AIM OF THE TASK » In the material beneath, how many lines contain the word "edges"? Give the count alone.
+---+
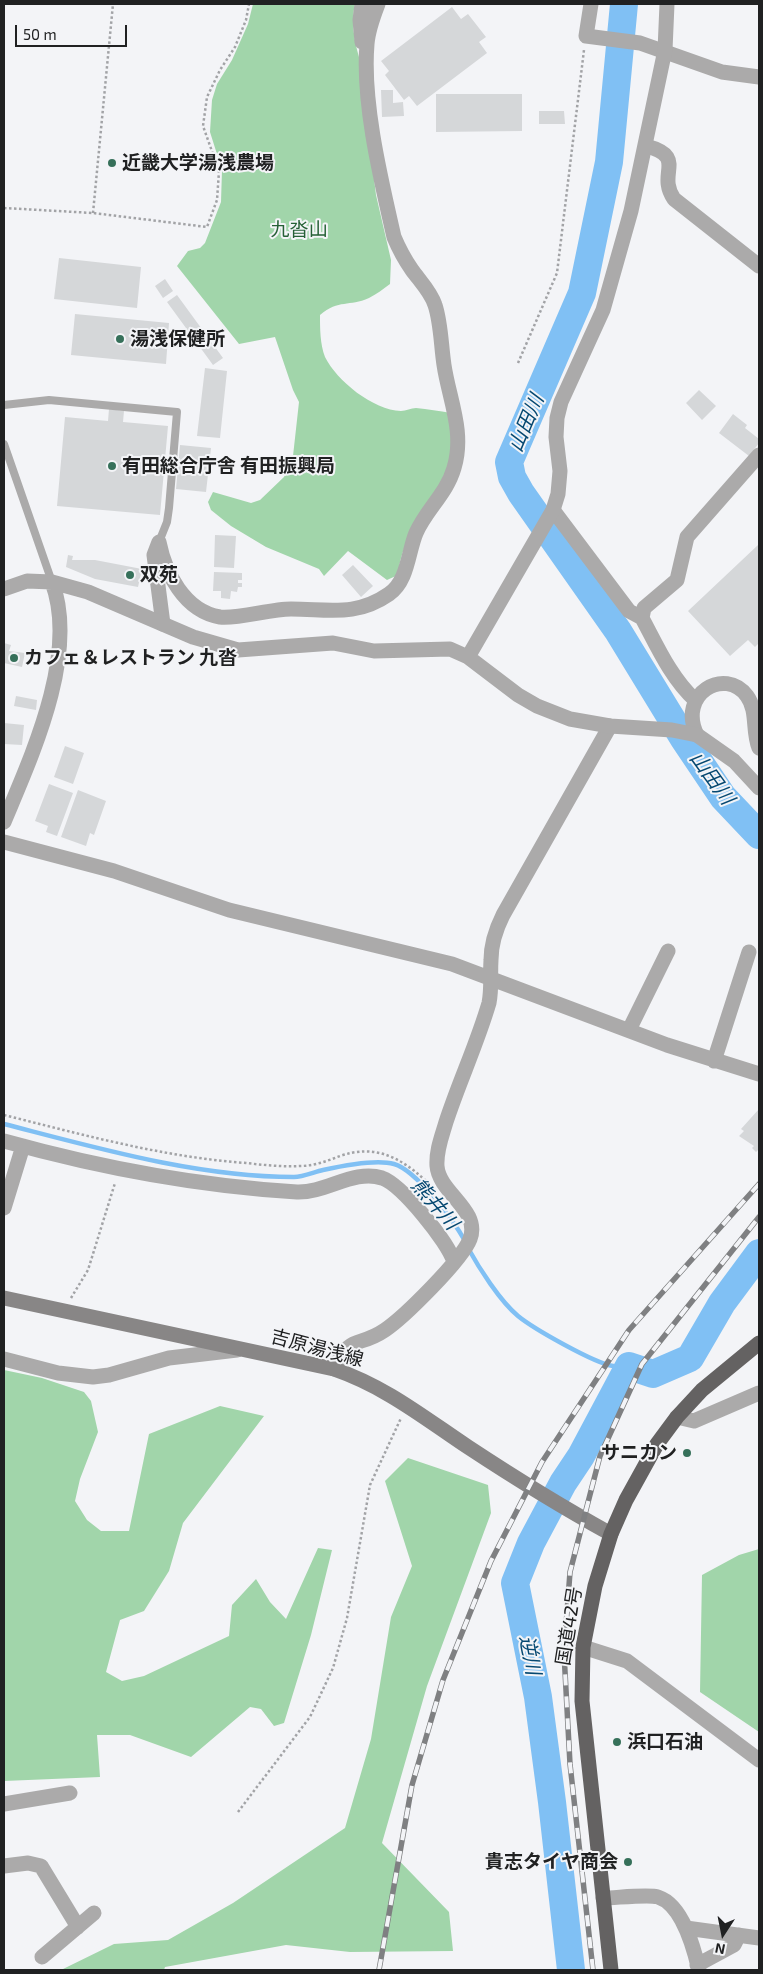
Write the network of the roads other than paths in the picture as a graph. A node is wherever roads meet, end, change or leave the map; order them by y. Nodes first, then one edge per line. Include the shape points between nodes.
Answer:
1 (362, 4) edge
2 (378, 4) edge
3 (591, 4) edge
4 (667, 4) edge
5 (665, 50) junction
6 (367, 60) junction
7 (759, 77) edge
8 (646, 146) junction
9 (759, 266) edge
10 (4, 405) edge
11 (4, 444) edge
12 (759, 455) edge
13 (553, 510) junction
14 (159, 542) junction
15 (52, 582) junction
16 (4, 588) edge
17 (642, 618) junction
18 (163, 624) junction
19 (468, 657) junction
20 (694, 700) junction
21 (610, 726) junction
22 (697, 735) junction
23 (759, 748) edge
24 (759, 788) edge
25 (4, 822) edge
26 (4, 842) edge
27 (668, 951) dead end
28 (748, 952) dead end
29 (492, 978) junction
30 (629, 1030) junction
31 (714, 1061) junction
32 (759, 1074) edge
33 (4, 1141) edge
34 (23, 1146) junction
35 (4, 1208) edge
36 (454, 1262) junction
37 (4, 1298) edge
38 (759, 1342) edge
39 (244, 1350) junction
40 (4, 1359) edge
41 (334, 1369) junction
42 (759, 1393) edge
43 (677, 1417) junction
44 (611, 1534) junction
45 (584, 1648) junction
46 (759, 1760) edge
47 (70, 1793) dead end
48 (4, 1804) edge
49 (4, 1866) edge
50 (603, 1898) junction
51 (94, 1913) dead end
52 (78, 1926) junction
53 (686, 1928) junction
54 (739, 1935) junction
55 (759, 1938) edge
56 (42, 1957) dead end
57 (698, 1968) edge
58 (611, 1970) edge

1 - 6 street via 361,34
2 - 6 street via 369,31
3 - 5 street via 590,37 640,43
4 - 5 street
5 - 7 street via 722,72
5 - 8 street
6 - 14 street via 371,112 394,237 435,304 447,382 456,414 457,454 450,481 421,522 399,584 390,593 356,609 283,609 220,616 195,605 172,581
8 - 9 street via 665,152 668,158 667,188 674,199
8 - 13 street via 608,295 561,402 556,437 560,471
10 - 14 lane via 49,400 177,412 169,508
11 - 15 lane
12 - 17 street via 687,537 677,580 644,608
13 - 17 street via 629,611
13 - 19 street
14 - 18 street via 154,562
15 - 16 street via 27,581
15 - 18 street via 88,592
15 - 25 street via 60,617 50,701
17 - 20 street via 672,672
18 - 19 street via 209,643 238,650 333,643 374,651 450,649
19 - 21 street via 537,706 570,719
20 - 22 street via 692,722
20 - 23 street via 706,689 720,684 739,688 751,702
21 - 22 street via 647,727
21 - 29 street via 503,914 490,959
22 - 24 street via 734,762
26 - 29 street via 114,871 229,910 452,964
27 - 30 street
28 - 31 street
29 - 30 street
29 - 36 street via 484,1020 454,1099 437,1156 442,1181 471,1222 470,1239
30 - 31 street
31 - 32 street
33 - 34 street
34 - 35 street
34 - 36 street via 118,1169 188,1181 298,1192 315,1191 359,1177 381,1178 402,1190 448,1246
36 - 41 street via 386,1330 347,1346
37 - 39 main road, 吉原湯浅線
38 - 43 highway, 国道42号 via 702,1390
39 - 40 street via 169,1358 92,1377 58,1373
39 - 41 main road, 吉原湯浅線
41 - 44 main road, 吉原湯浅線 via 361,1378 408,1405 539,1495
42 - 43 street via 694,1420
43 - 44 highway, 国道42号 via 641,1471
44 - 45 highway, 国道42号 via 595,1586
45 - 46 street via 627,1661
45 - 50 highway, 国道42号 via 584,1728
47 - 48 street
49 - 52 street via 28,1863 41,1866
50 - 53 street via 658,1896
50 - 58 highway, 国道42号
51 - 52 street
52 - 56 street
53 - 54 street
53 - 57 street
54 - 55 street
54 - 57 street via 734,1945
+---+
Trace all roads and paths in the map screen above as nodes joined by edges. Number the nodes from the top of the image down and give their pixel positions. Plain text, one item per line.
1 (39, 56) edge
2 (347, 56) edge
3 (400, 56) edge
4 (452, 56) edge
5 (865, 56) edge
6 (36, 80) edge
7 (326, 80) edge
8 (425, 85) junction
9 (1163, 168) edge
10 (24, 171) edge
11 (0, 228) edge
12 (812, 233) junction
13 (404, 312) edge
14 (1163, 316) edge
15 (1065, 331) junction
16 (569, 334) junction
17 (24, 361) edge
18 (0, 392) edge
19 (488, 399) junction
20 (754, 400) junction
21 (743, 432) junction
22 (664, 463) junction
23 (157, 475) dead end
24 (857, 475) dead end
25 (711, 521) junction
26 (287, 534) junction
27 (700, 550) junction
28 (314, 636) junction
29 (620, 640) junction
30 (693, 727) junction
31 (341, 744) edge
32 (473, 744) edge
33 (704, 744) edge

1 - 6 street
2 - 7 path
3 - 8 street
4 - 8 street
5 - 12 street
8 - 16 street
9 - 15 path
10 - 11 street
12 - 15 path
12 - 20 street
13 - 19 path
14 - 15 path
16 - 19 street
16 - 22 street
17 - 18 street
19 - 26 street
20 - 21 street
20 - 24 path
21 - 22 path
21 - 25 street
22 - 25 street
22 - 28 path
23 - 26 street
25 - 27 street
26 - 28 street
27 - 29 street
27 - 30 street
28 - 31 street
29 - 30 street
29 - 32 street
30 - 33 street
+---+
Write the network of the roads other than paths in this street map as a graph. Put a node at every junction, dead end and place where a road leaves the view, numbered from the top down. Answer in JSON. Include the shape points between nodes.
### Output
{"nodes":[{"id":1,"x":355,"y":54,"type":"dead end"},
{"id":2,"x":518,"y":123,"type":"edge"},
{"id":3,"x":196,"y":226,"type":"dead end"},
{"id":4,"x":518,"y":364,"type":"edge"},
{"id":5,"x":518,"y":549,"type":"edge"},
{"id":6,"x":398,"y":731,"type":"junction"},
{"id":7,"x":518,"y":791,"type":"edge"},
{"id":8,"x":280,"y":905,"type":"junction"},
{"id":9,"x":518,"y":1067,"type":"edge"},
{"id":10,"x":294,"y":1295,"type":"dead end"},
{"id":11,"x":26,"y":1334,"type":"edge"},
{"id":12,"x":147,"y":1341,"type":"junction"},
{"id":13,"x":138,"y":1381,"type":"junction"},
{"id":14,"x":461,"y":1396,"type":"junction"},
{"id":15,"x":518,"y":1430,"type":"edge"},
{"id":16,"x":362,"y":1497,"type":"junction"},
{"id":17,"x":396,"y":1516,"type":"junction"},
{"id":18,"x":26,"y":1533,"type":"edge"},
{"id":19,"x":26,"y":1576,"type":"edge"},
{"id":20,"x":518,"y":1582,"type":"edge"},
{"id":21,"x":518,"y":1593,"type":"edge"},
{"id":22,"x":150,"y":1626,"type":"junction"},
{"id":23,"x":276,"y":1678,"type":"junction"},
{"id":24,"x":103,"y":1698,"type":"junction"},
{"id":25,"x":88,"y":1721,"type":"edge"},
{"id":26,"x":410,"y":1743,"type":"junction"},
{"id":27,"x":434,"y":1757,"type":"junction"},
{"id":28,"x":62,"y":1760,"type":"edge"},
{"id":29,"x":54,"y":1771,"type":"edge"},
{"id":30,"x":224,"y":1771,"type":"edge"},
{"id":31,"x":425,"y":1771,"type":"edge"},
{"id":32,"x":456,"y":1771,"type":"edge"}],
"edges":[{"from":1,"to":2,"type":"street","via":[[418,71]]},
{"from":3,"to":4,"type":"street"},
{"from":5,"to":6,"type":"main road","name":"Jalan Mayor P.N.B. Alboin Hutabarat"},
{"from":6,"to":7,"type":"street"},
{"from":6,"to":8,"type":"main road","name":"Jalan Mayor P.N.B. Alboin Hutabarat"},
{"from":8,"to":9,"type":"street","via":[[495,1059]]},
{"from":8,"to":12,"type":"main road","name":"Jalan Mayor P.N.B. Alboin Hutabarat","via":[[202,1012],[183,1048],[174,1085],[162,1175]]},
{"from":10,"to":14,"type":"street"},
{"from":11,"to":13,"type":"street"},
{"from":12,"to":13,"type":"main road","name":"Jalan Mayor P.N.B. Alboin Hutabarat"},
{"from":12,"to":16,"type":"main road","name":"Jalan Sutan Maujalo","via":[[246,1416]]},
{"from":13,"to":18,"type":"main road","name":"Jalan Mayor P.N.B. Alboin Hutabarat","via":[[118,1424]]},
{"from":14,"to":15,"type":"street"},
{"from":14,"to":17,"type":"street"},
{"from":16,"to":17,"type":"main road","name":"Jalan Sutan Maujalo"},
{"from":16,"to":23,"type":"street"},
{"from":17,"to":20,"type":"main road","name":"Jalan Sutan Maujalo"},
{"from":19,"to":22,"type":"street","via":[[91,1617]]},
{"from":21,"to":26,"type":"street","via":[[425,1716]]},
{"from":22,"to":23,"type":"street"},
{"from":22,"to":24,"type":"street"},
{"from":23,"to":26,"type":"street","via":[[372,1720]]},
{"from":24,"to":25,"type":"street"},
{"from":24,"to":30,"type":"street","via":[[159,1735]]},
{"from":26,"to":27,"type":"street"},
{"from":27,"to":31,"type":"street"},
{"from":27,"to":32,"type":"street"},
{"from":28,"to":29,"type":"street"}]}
+---+
SOLUTION » 2